Я блуждала в тумане, одна, закутавшись в свое длинное черное пальто, то самое, в котором явилась когда-то сюда, и тот же рюкзак опять был при мне; я совсем обессилела и волочила его за собой по земле. Я брела по узким темным улочкам, а издалека меня звали голоса Роми и Алекса. Я искала их, но не могла найти, я бросалась бежать, падала, поднималась и снова их искала, но голоса удалялись и удалялись. Я на бегу стучала во все двери, но никто не открывал мне и не откликался. Потом голоса детей смолкли, а туман сгустился, окутал меня так плотно, что я ничего не различала. Я выкрикивала их имена. Меня разбудили собственные рыдания. Вся в поту, я тряслась от холода, а сердце выпрыгивало из груди.
Как отдохнуть, когда на горизонте сплошная неизвестность? Когда через несколько часов или несколько дней меня, возможно, лишат последней опоры моего существования, единственной надежной стены, охраняющей мою жизнь? Я в тысячный раз прокрутила все в уме, безостановочно проверяя организацию работы гостиницы, управление персоналом, тарифы, рекламу и коммуникации, сотрудничество с сайтами бронирования и т. д. Я пыталась отыскать хоть какой-то прокол, но не находила, тогда как Василий – специалист другого уровня и сразу все заметит. И значит, все годы моего труда и преданности пойдут насмарку, а он укажет мне на дверь.
А еще Маша… Я старалась заглушить эту боль, и работа пока помогала мне. Но сколько простоит плотина, сдерживающая мое горе? В самой глубине души я была по-прежнему убеждена, что ее смерть – просто страшный кошмар, мы в тот раз простились не навсегда, и она вернется, наши разговоры возобновятся, а на рассвете она снова будет готовить завтрак, я подойду к ней, она, как всегда, поцелует меня в лоб и прошепчет «голубка», а еще посоветует в сотый раз перечитать «Белые ночи» Достоевского.

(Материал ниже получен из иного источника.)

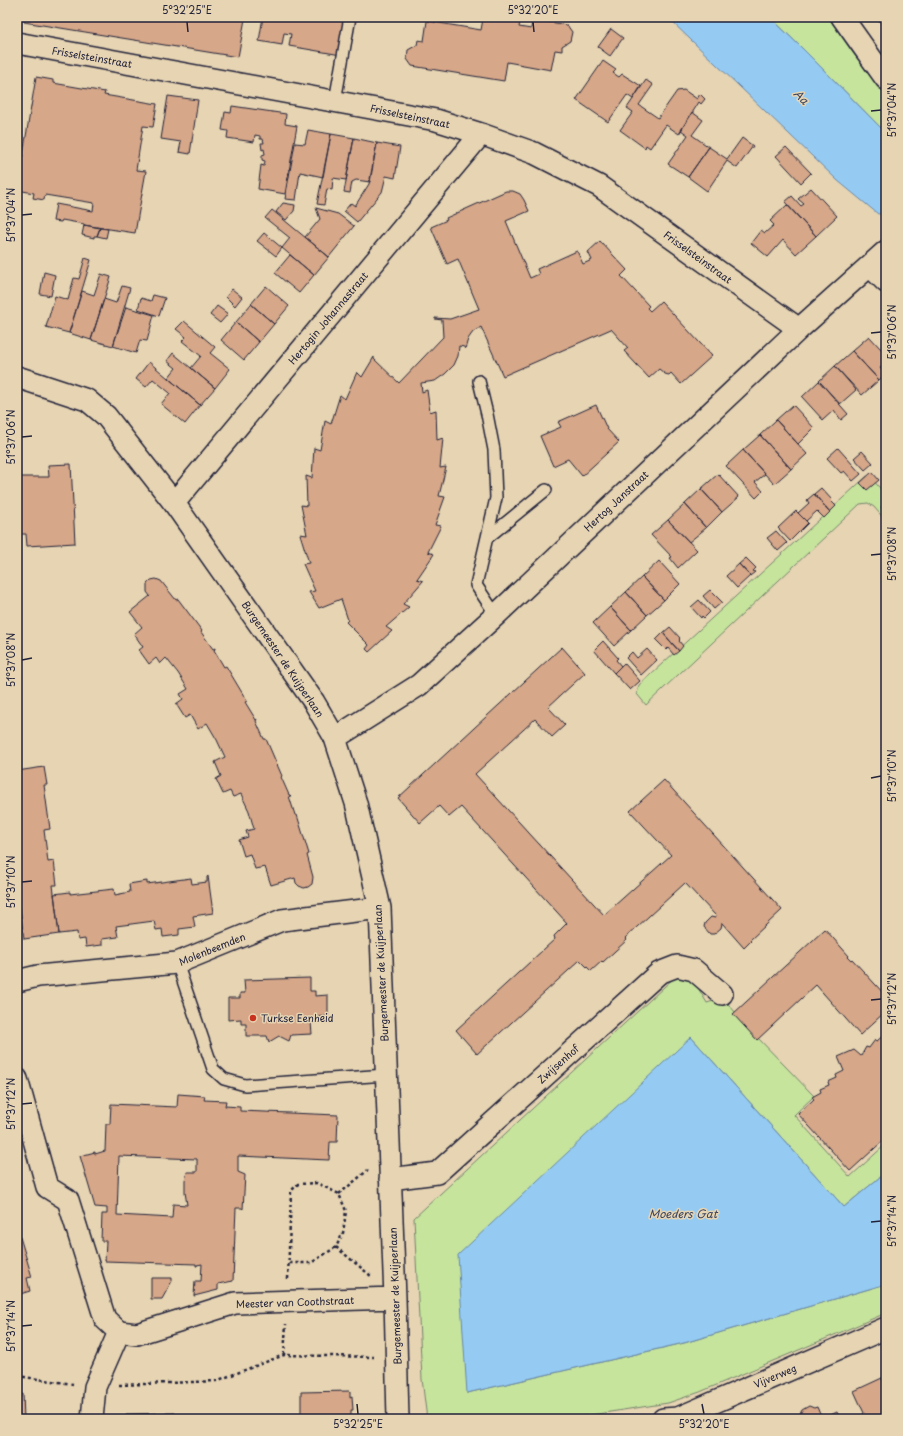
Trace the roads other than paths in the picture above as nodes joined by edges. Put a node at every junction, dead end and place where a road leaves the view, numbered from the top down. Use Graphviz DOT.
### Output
graph roads {
  1 [pos="350,17"];
  2 [pos="842,17"];
  3 [pos="17,43"];
  4 [pos="886,79"];
  5 [pos="335,101"];
  6 [pos="481,134"];
  7 [pos="886,251"];
  8 [pos="870,266"];
  9 [pos="886,282"];
  10 [pos="799,329"];
  11 [pos="17,377"];
  12 [pos="479,381"];
  13 [pos="546,490"];
  14 [pos="174,502"];
  15 [pos="487,538"];
  16 [pos="496,615"];
  17 [pos="335,738"];
  18 [pos="380,908"];
  19 [pos="177,963"];
  20 [pos="17,981"];
  21 [pos="722,994"];
  22 [pos="386,1075"];
  23 [pos="17,1079"];
  24 [pos="390,1179"];
  25 [pos="395,1298"];
  26 [pos="886,1328"];
  27 [pos="119,1332"];
  28 [pos="673,1418"];
  29 [pos="92,1419"];
  30 [pos="398,1419"];
  1 -- 5 [label="lane"];
  2 -- 4 [label="street"];
  3 -- 5 [label="street, Frisselsteinstraat"];
  5 -- 6 [label="street, Frisselsteinstraat"];
  6 -- 10 [label="street, Frisselsteinstraat"];
  6 -- 14 [label="street, Hertogin Johannastraat"];
  7 -- 8 [label="street, Hertog Janstraat"];
  8 -- 9 [label="street"];
  8 -- 10 [label="street, Hertog Janstraat"];
  10 -- 16 [label="street, Hertog Janstraat"];
  11 -- 14 [label="street, Burgemeester de Kuijperlaan"];
  12 -- 15 [label="lane"];
  13 -- 15 [label="lane"];
  14 -- 17 [label="street, Burgemeester de Kuijperlaan"];
  15 -- 16 [label="lane"];
  16 -- 17 [label="street, Hertog Janstraat"];
  17 -- 18 [label="street, Burgemeester de Kuijperlaan"];
  18 -- 19 [label="street, Molenbeemden"];
  18 -- 22 [label="street, Burgemeester de Kuijperlaan"];
  19 -- 20 [label="street, Molenbeemden"];
  19 -- 22 [label="lane"];
  21 -- 24 [label="street, Zwijsenhof"];
  22 -- 24 [label="street, Burgemeester de Kuijperlaan"];
  23 -- 27 [label="street"];
  24 -- 25 [label="street, Burgemeester de Kuijperlaan"];
  25 -- 27 [label="street, Meester van Coothstraat"];
  25 -- 30 [label="street, Burgemeester de Kuijperlaan"];
  26 -- 28 [label="street, Vijverweg"];
  27 -- 29 [label="street"];
}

Я собиралась, как делала это каждый день, не более и не менее тщательно. Не буду я наряжаться или ярко краситься, а то вдруг почувствую себя не в своей тарелке. Я должна любой ценой оставаться собой. Поэтому я надела одно из своих всегдашних льняных платьев-рубашек средней длины – сегодняшнее было белым, завтрашнее будет розовым, желтым или в цветочек. Сероватый цвет моей кожи послужит доказательством того, что я не принимала солнечные ванны вместо работы. Мне пришлось надавить на Алекса и Роми, чтобы они хоть немного поели перед уходом. Как обычно в конце недели, дети разрывались между радостью новой встречи с отцом и огорчением из-за расставания со мной. Их обеспокоенные взгляды все чаще останавливались на мне, особенно напряженным был сын. В последние дни на них многое свалилось. Накануне вечером их не могла не расстроить неожиданная холодность отца. Как и глубокая пропасть между нашим вчерашним поведением и семейным ужином на маслобойне, когда мы выглядели почти влюбленными – по крайней мере, такими должно было нарисовать нас детское воображение. А тут мы разговаривали друг с другом сквозь зубы, и они перестали что-либо понимать. Я уж молчу о моем взвинченном состоянии и недостатке внимания к ним. Поэтому я старалась явить им образ счастливой мамы – не хотела, чтобы они уехали на неделю, сохранив в памяти мое грустное и испуганное лицо.